AMD Could Follow Intel with Variation

Bache

Distinguished
Dec 3, 2006
344
0
18,780
Whats stopping AMD from producing CPU's simmilar to Intels build, but with variation?

I mean, since intel has hit a great cpu build with there c2d's, it can always and will be improved on.

Surely amd can can follow the same build line/method?

Just add new improvements, ie. onboard mem controller, etc.

There might only possibly be intels build direction the best.

AMD's path could lead to nowhere or no future in the long run.

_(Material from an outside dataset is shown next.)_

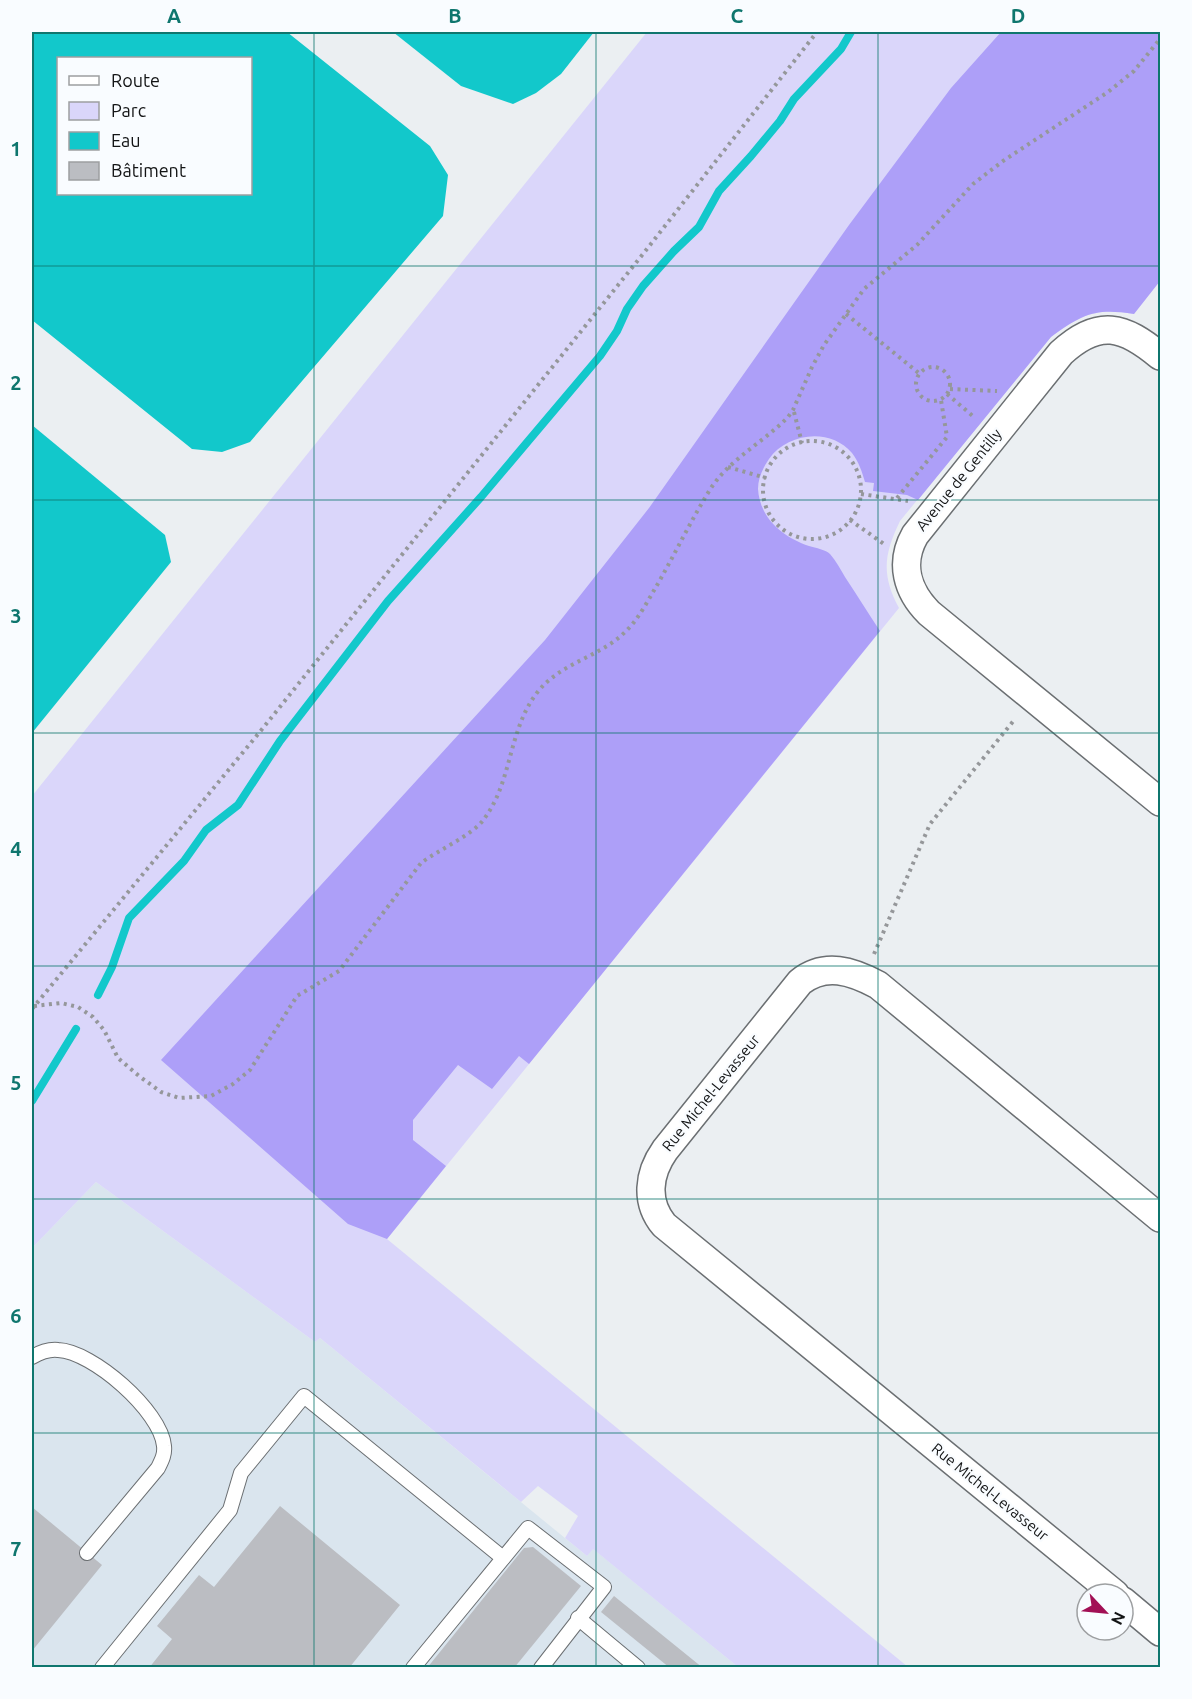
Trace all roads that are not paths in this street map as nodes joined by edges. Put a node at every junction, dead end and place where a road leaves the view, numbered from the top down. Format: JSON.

Intel with there C2D's, etc, might have "stumbled on the best future path".
 

epsilon84

Distinguished
Oct 24, 2006
1,689
0
19,780
I think the biggest issue with AMD performance right now is that it's still a 3-issue design trying to compete with a 4-issue design in Core 2. The IMC helps bridge the gap somewhat, but its not enough, and what will AMD do once that advantage disappears with Nehalem?

I think AMD have some tougher times coming up ahead, for the next few years they will have to remain the budget alternative to Intel and compete with pricing rather than performance. Their platforms are top notch, with the 780G gaining wide praise, and their GPUs aren't doing too badly either.

They're missing 1/3rd of the puzzle, that being a competitive CPU, but hopefully their platform and GPU sales will make them enough money to spend on R&D so that they can devote resources towards building the next 'Intel killer'. As improbable a goal as that may seem at this time - its still better to aim high than die wondering, right?
 

Amiga500

Distinguished
Jul 3, 2007
631
0
18,980


The K8 memory systems prevent use of two dual core K8s on the same die.

You need to go multi socket.


Surely amd can can follow the same build line/method?

See above.

Just add new improvements, ie. onboard mem controller, etc.

AMD have an onboard memory controller, it is Intel that do not.


There might only possibly be intels build direction the best.

AMD's path could lead to nowhere or no future in the long run.

Intel with there C2D's, etc, might have "stumbled on the best future path".


You've got it totally the wrong way around.

AMD are on the right path, the Barcelona arch is just not as good as it should be.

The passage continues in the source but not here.